The imposter then hijacks Stark’s orbital satellite, issuing a global ultimatum: surrender one million units of currency by midnight, or face extinction. To prove his intent, he releases Dark Water Fever over Los Angeles, triggering panic and confirming the threat. The real Iron Man is missing. The world watches. The countdown begins.
As the villains tighten their grip and the duplicate spreads chaos, the question looms: who will stop the imposter before the damage becomes irreversible? And where is the true Iron Man in the hour of crisis?

MODOK’s skeletal decoy, before it looks like Iron Man, looks suspiciously like the T-1000 from the Terminator franchise.
Mandarin is hilarious in this episode. He accuses MODOK of being melodramatic – and then immediately proceeds to flourish his cape! Hypnotia then wonders aloud where MODOK got it from.
This episode takes place before the events of the last episode. Presumably the order was shifted in production.
Dreadknight and Blacklash both end up chasing after the apparently uninterested Hypnotia, who seems to have eyes for Tony Stark!
President Clinton makes another cameo and, later in the episode, is joined by First Lady Hilary Clinton.
WHIPS AND WIRES: THE STORY OF BLACKLASH

He’s gone by a few names – Whiplash, Blacklash, even Mark Scarlotti if you’re feeling formal – but one thing’s always been clear: this guy’s got a flair for the dramatic. First appearing in Tales of Suspense #97 (1968), Blacklash was a Stark Industries weapons designer who decided crime paid better than R&D. Armed with electrified whips and a taste for high-stakes sabotage, he quickly became one of Iron Man’s more flamboyant foes. Not the deepest villain in the drawer, but always good for a flashy entrance and a messy exit.
Over the years, Scarlotti’s bounced between mercenary gigs and villain teams – working with the Maggia, crossing paths with Spider-Man, and occasionally getting roped into larger schemes he’s not quite built for. He’s not a mastermind, but he’s persistent. And like many of Iron Man’s rogues, he’s a cautionary tale: brilliant mind, poor choices, and a tendency to lash out when things go wrong. His arcs often end with regret, not triumph.

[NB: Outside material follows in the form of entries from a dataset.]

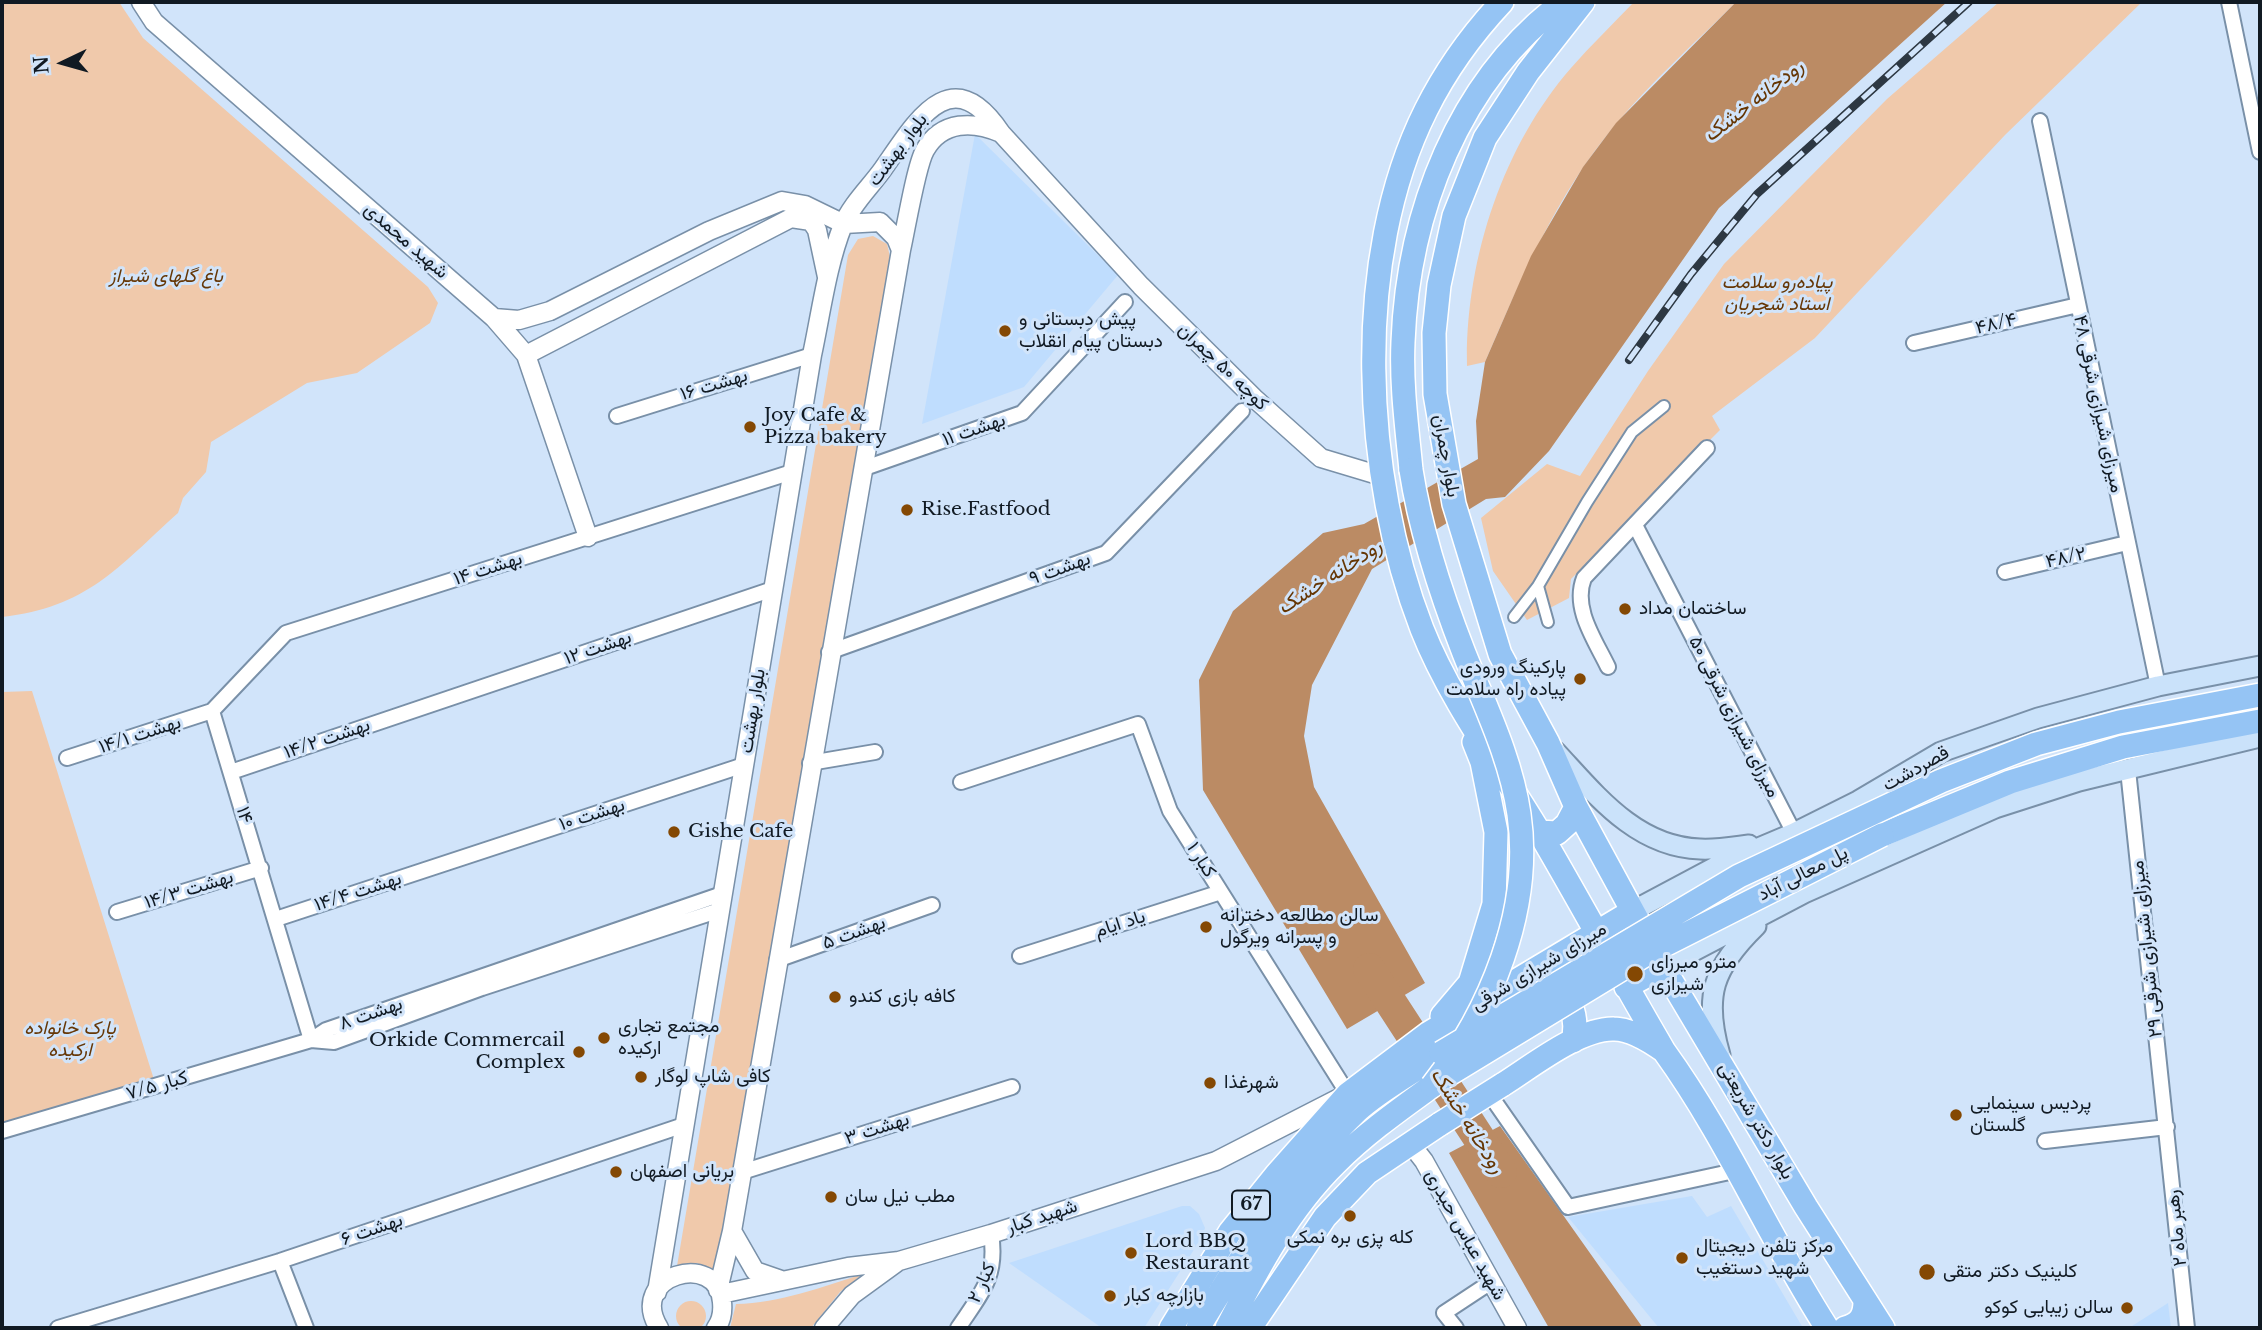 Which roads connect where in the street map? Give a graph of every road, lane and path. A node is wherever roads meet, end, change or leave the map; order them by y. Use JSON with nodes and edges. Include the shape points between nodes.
{"nodes":[{"id":1,"x":141,"y":2,"type":"edge"},
{"id":2,"x":1502,"y":2,"type":"edge"},
{"id":3,"x":1563,"y":2,"type":"edge"},
{"id":4,"x":1583,"y":2,"type":"edge"},
{"id":5,"x":2230,"y":2,"type":"edge"},
{"id":6,"x":2040,"y":121,"type":"dead end"},
{"id":7,"x":1001,"y":133,"type":"junction"},
{"id":8,"x":2260,"y":152,"type":"edge"},
{"id":9,"x":844,"y":224,"type":"junction"},
{"id":10,"x":901,"y":250,"type":"junction"},
{"id":11,"x":828,"y":280,"type":"junction"},
{"id":12,"x":1125,"y":302,"type":"dead end"},
{"id":13,"x":2078,"y":305,"type":"junction"},
{"id":14,"x":494,"y":318,"type":"junction"},
{"id":15,"x":1913,"y":343,"type":"dead end"},
{"id":16,"x":526,"y":355,"type":"junction"},
{"id":17,"x":811,"y":355,"type":"junction"},
{"id":18,"x":1664,"y":406,"type":"dead end"},
{"id":19,"x":1242,"y":411,"type":"dead end"},
{"id":20,"x":617,"y":416,"type":"dead end"},
{"id":21,"x":1707,"y":448,"type":"dead end"},
{"id":22,"x":862,"y":469,"type":"junction"},
{"id":23,"x":792,"y":472,"type":"junction"},
{"id":24,"x":1381,"y":476,"type":"junction"},
{"id":25,"x":1635,"y":525,"type":"junction"},
{"id":26,"x":588,"y":537,"type":"junction"},
{"id":27,"x":2127,"y":543,"type":"junction"},
{"id":28,"x":2005,"y":572,"type":"dead end"},
{"id":29,"x":1538,"y":586,"type":"junction"},
{"id":30,"x":773,"y":589,"type":"junction"},
{"id":31,"x":1514,"y":617,"type":"dead end"},
{"id":32,"x":1548,"y":622,"type":"dead end"},
{"id":33,"x":829,"y":652,"type":"junction"},
{"id":34,"x":2260,"y":666,"type":"edge"},
{"id":35,"x":1608,"y":667,"type":"dead end"},
{"id":36,"x":2158,"y":686,"type":"junction"},
{"id":37,"x":1455,"y":694,"type":"junction"},
{"id":38,"x":2260,"y":695,"type":"edge"},
{"id":39,"x":424,"y":707,"type":"joint"},
{"id":40,"x":212,"y":711,"type":"junction"},
{"id":41,"x":2260,"y":721,"type":"edge"},
{"id":42,"x":2260,"y":737,"type":"edge"},
{"id":43,"x":1548,"y":743,"type":"junction"},
{"id":44,"x":874,"y":752,"type":"dead end"},
{"id":45,"x":67,"y":758,"type":"dead end"},
{"id":46,"x":810,"y":763,"type":"junction"},
{"id":47,"x":744,"y":765,"type":"junction"},
{"id":48,"x":2128,"y":770,"type":"junction"},
{"id":49,"x":231,"y":772,"type":"junction"},
{"id":50,"x":961,"y":782,"type":"dead end"},
{"id":51,"x":1576,"y":807,"type":"junction"},
{"id":52,"x":1539,"y":832,"type":"junction"},
{"id":53,"x":1794,"y":833,"type":"junction"},
{"id":54,"x":1771,"y":843,"type":"junction"},
{"id":55,"x":439,"y":864,"type":"joint"},
{"id":56,"x":261,"y":868,"type":"junction"},
{"id":57,"x":1221,"y":892,"type":"junction"},
{"id":58,"x":721,"y":902,"type":"junction"},
{"id":59,"x":932,"y":905,"type":"dead end"},
{"id":60,"x":1772,"y":911,"type":"junction"},
{"id":61,"x":117,"y":912,"type":"dead end"},
{"id":62,"x":1631,"y":912,"type":"junction"},
{"id":63,"x":276,"y":919,"type":"junction"},
{"id":64,"x":1594,"y":933,"type":"junction"},
{"id":65,"x":1709,"y":941,"type":"junction"},
{"id":66,"x":1020,"y":956,"type":"dead end"},
{"id":67,"x":777,"y":960,"type":"junction"},
{"id":68,"x":1663,"y":967,"type":"junction"},
{"id":69,"x":1532,"y":969,"type":"junction"},
{"id":70,"x":1626,"y":986,"type":"junction"},
{"id":71,"x":1440,"y":1023,"type":"junction"},
{"id":72,"x":311,"y":1040,"type":"junction"},
{"id":73,"x":1573,"y":1041,"type":"junction"},
{"id":74,"x":1664,"y":1051,"type":"junction"},
{"id":75,"x":1723,"y":1062,"type":"junction"},
{"id":76,"x":1432,"y":1086,"type":"junction"},
{"id":77,"x":1012,"y":1087,"type":"dead end"},
{"id":78,"x":1495,"y":1089,"type":"junction"},
{"id":79,"x":1348,"y":1094,"type":"junction"},
{"id":80,"x":684,"y":1125,"type":"junction"},
{"id":81,"x":2167,"y":1127,"type":"junction"},
{"id":82,"x":2,"y":1131,"type":"edge"},
{"id":83,"x":2045,"y":1141,"type":"dead end"},
{"id":84,"x":1410,"y":1143,"type":"junction"},
{"id":85,"x":1739,"y":1171,"type":"junction"},
{"id":86,"x":742,"y":1172,"type":"junction"},
{"id":87,"x":732,"y":1231,"type":"junction"},
{"id":88,"x":991,"y":1234,"type":"junction"},
{"id":89,"x":280,"y":1261,"type":"junction"},
{"id":90,"x":898,"y":1261,"type":"junction"},
{"id":91,"x":784,"y":1281,"type":"junction"},
{"id":92,"x":1492,"y":1282,"type":"junction"},
{"id":93,"x":657,"y":1292,"type":"junction"},
{"id":94,"x":720,"y":1292,"type":"junction"},
{"id":95,"x":1866,"y":1301,"type":"junction"},
{"id":96,"x":1444,"y":1313,"type":"junction"},
{"id":97,"x":652,"y":1327,"type":"edge"},
{"id":98,"x":1834,"y":1327,"type":"edge"},
{"id":99,"x":58,"y":1328,"type":"edge"},
{"id":100,"x":306,"y":1328,"type":"edge"},
{"id":101,"x":716,"y":1328,"type":"edge"},
{"id":102,"x":824,"y":1328,"type":"edge"},
{"id":103,"x":958,"y":1328,"type":"edge"},
{"id":104,"x":1171,"y":1328,"type":"edge"},
{"id":105,"x":1198,"y":1328,"type":"edge"},
{"id":106,"x":1227,"y":1328,"type":"edge"},
{"id":107,"x":1250,"y":1328,"type":"edge"},
{"id":108,"x":1437,"y":1328,"type":"edge"},
{"id":109,"x":1456,"y":1328,"type":"edge"},
{"id":110,"x":1517,"y":1328,"type":"edge"},
{"id":111,"x":1883,"y":1328,"type":"edge"},
{"id":112,"x":2187,"y":1328,"type":"edge"}],
"edges":[{"from":1,"to":14,"type":"street","name":"شهید محمدی","via":[[154,22]]},
{"from":2,"to":24,"type":"main road","via":[[1470,37],[1425,111],[1396,190],[1378,280],[1374,361]]},
{"from":3,"to":76,"type":"main road","bridge":true,"via":[[1532,25],[1463,113],[1438,166],[1408,280],[1403,344],[1411,470],[1433,567],[1513,787],[1522,854],[1514,913],[1494,981],[1453,1058]]},
{"from":4,"to":43,"type":"main road","name":"بلوار چمران","via":[[1528,72],[1485,138],[1454,216],[1434,332],[1436,394],[1460,528],[1500,654]]},
{"from":5,"to":8,"type":"street"},
{"from":6,"to":13,"type":"street","name":"۴۸ میرزای شیرازی شرقی"},
{"from":7,"to":9,"type":"street","name":"بلوار بهشت","via":[[987,112],[970,101],[936,103],[922,114]]},
{"from":7,"to":10,"type":"street","name":"بلوار بهشت","via":[[962,125],[937,137],[925,150]]},
{"from":7,"to":24,"type":"street","name":"کوچه ۵۰ چمران","via":[[1141,286],[1321,458]]},
{"from":9,"to":10,"type":"street","via":[[880,222]]},
{"from":9,"to":11,"type":"street","name":"بلوار بهشت"},
{"from":9,"to":14,"type":"street","via":[[805,205],[782,201],[709,231],[550,311],[519,320]]},
{"from":10,"to":22,"type":"street","name":"بلوار بهشت"},
{"from":11,"to":16,"type":"street","via":[[817,230],[811,221],[791,218]]},
{"from":11,"to":17,"type":"street","name":"بلوار بهشت"},
{"from":12,"to":22,"type":"street","name":"۱۱ بهشت","via":[[1022,413]]},
{"from":13,"to":15,"type":"street","name":"۴۸/۴"},
{"from":13,"to":27,"type":"street","name":"۴۸ میرزای شیرازی شرقی"},
{"from":14,"to":16,"type":"street","name":"شهید محمدی"},
{"from":16,"to":26,"type":"street","name":"شهید محمدی"},
{"from":17,"to":20,"type":"street","name":"۱۶ بهشت"},
{"from":17,"to":23,"type":"street","name":"بلوار بهشت"},
{"from":18,"to":29,"type":"street","via":[[1632,432]]},
{"from":19,"to":33,"type":"street","name":"۹ بهشت","via":[[1106,552]]},
{"from":21,"to":25,"type":"street"},
{"from":22,"to":33,"type":"street","name":"بلوار بهشت"},
{"from":23,"to":26,"type":"street","name":"۱۴ بهشت"},
{"from":23,"to":30,"type":"street","name":"بلوار بهشت"},
{"from":24,"to":37,"type":"main road","via":[[1399,563],[1423,633]]},
{"from":25,"to":35,"type":"street","via":[[1584,578],[1580,589],[1583,615]]},
{"from":25,"to":53,"type":"street","name":"۵۰ میرزای شیرازی شرقی"},
{"from":26,"to":40,"type":"street","name":"۱۴ بهشت","via":[[286,633]]},
{"from":27,"to":28,"type":"street","name":"۴۸/۲"},
{"from":27,"to":36,"type":"street","name":"۴۸ میرزای شیرازی شرقی"},
{"from":29,"to":31,"type":"street"},
{"from":29,"to":32,"type":"street"},
{"from":30,"to":39,"type":"street","name":"۱۲ بهشت"},
{"from":30,"to":47,"type":"street","name":"بلوار بهشت"},
{"from":33,"to":46,"type":"street","name":"بلوار بهشت"},
{"from":34,"to":36,"type":"main road","name":"قصردشت"},
{"from":36,"to":53,"type":"main road","name":"قصردشت","via":[[2038,718],[1941,752]]},
{"from":37,"to":52,"type":"main road"},
{"from":37,"to":71,"type":"main road","via":[[1482,762],[1496,832],[1497,868],[1477,968]]},
{"from":38,"to":105,"type":"main road","name":"پل معالی آباد","bridge":true,"via":[[2036,744],[1941,781],[1739,876],[1441,1053],[1359,1110],[1305,1166]]},
{"from":39,"to":49,"type":"street","name":"۱۴/۲ بهشت"},
{"from":40,"to":45,"type":"street","name":"۱۴/۱ بهشت"},
{"from":40,"to":49,"type":"street","name":"۱۴"},
{"from":41,"to":76,"type":"main road","name":"پل معالی آباد","bridge":true,"via":[[2123,747],[2010,782],[1882,835],[1645,955]]},
{"from":42,"to":48,"type":"main road"},
{"from":43,"to":51,"type":"main road","name":"بلوار چمران"},
{"from":43,"to":54,"type":"main road","via":[[1616,817],[1647,834],[1673,845],[1700,849]]},
{"from":44,"to":46,"type":"street"},
{"from":46,"to":67,"type":"street","name":"بلوار بهشت"},
{"from":47,"to":55,"type":"street","name":"۱۰ بهشت"},
{"from":47,"to":58,"type":"street","name":"بلوار بهشت"},
{"from":48,"to":60,"type":"main road","via":[[2079,780],[1995,808]]},
{"from":48,"to":81,"type":"street","name":"۲۹ میرزای شیرازی شرقی"},
{"from":49,"to":56,"type":"street","name":"۱۴"},
{"from":50,"to":57,"type":"street","name":"۱ کبار","via":[[1138,724],[1170,811]]},
{"from":51,"to":52,"type":"main road","via":[[1557,833]]},
{"from":51,"to":62,"type":"main road","name":"بلوار چمران"},
{"from":52,"to":64,"type":"main road"},
{"from":53,"to":54,"type":"main road","name":"قصردشت"},
{"from":54,"to":62,"type":"main road","name":"قصردشت"},
{"from":54,"to":65,"type":"main road","via":[[1752,860],[1686,894],[1674,906],[1685,928]]},
{"from":55,"to":63,"type":"street","name":"۱۴/۴ بهشت"},
{"from":56,"to":61,"type":"street","name":"۱۴/۳ بهشت"},
{"from":56,"to":63,"type":"street","name":"۱۴"},
{"from":57,"to":66,"type":"street","name":"یاد ایام"},
{"from":57,"to":79,"type":"street","name":"۱ کبار"},
{"from":58,"to":72,"type":"street","name":"۸ بهشت","via":[[326,1030]]},
{"from":58,"to":80,"type":"street","name":"بلوار بهشت"},
{"from":59,"to":67,"type":"street","name":"۵ بهشت"},
{"from":60,"to":65,"type":"main road"},
{"from":60,"to":75,"type":"main road","via":[[1727,956],[1714,983],[1712,1024]]},
{"from":62,"to":64,"type":"main road","name":"میرزای شیرازی شرقی"},
{"from":62,"to":68,"type":"main road","name":"بلوار دکتر شریعتی"},
{"from":63,"to":72,"type":"street","name":"۱۴"},
{"from":64,"to":69,"type":"main road","name":"میرزای شیرازی شرقی"},
{"from":64,"to":70,"type":"main road"},
{"from":65,"to":68,"type":"main road"},
{"from":67,"to":86,"type":"street","name":"بلوار بهشت"},
{"from":68,"to":70,"type":"main road"},
{"from":68,"to":75,"type":"main road","name":"بلوار دکتر شریعتی"},
{"from":69,"to":71,"type":"main road","name":"میرزای شیرازی شرقی"},
{"from":69,"to":73,"type":"main road","via":[[1557,985],[1572,1006]]},
{"from":70,"to":74,"type":"main road","name":"بلوار دکتر شریعتی"},
{"from":71,"to":79,"type":"main road","number":"67"},
{"from":72,"to":82,"type":"street","name":"۷/۵ کبار"},
{"from":73,"to":74,"type":"main road","via":[[1596,1031],[1617,1029]]},
{"from":73,"to":78,"type":"main road"},
{"from":74,"to":85,"type":"main road","name":"بلوار دکتر شریعتی"},
{"from":75,"to":95,"type":"main road","name":"بلوار دکتر شریعتی"},
{"from":76,"to":106,"type":"main road","via":[[1333,1166],[1255,1272]]},
{"from":77,"to":86,"type":"street","name":"۳ بهشت"},
{"from":78,"to":84,"type":"main road","bridge":true},
{"from":78,"to":85,"type":"street","via":[[1568,1207]]},
{"from":79,"to":88,"type":"street","name":"شهید کبار","via":[[1216,1161]]},
{"from":79,"to":104,"type":"main road","number":"67","via":[[1230,1233]]},
{"from":80,"to":89,"type":"street","name":"۶ بهشت"},
{"from":80,"to":93,"type":"street","name":"بلوار بهشت"},
{"from":81,"to":83,"type":"street"},
{"from":81,"to":112,"type":"street","name":"۲ رهبر ماه"},
{"from":84,"to":92,"type":"street","name":"شهید عباس حیدری"},
{"from":84,"to":107,"type":"main road","via":[[1367,1173],[1325,1217]]},
{"from":85,"to":98,"type":"main road","name":"بلوار دکتر شریعتی"},
{"from":86,"to":87,"type":"street","name":"بلوار بهشت"},
{"from":87,"to":91,"type":"street","via":[[755,1271]]},
{"from":87,"to":94,"type":"street","name":"بلوار بهشت"},
{"from":88,"to":90,"type":"street","name":"شهید کبار"},
{"from":88,"to":103,"type":"street","name":"۲ کبار","via":[[995,1259],[982,1292]]},
{"from":89,"to":99,"type":"street","name":"۶ بهشت"},
{"from":89,"to":100,"type":"street"},
{"from":90,"to":91,"type":"street","name":"شهید کبار"},
{"from":90,"to":102,"type":"street","via":[[852,1295]]},
{"from":91,"to":94,"type":"street","name":"شهید کبار"},
{"from":92,"to":96,"type":"street"},
{"from":92,"to":110,"type":"street","name":"شهید عباس حیدری"},
{"from":93,"to":94,"type":"street","via":[[667,1279],[690,1272],[701,1275]]},
{"from":93,"to":97,"type":"street","name":"بلوار بهشت"},
{"from":94,"to":101,"type":"street","name":"بلوار بهشت","via":[[723,1313]]},
{"from":95,"to":98,"type":"main road","via":[[1855,1325]]},
{"from":95,"to":111,"type":"main road","name":"بلوار دکتر شریعتی"},
{"from":96,"to":108,"type":"street"},
{"from":96,"to":109,"type":"street"}]}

Animation gave Blacklash a few turns at bat. He popped up in the Iron Man series as part of the Mandarin’s crew – complete with a ponytail, a sneer, and a voice that sounded like he’d just walked off a Bond set. He was more muscle than menace, but the whip tricks were solid. Later appearances in Armoured Adventures and Avengers Assemble retooled him slightly, but the core remained: stylish, dangerous, and always one bad decision away from a knockout.
The MCU gave us a version of him in Iron Man 2 (2010), though heavily reimagined. Mickey Rourke’s Ivan Vanko fused elements of Blacklash and Crimson Dynamo into a single character – gritty, vengeful, and armed with electrified whips that tore through F1 cars like butter. It wasn’t comic-accurate, but it worked. That version had pathos, pain, and just enough menace to make Tony sweat.
Blacklash isn’t top-tier, but he’s part of the texture. He’s the kind of villain who reminds us that Stark’s world is full of brilliant minds who took the wrong turn.
The Defection of Hawkeye | Iron Man to the Second Power (Part 2)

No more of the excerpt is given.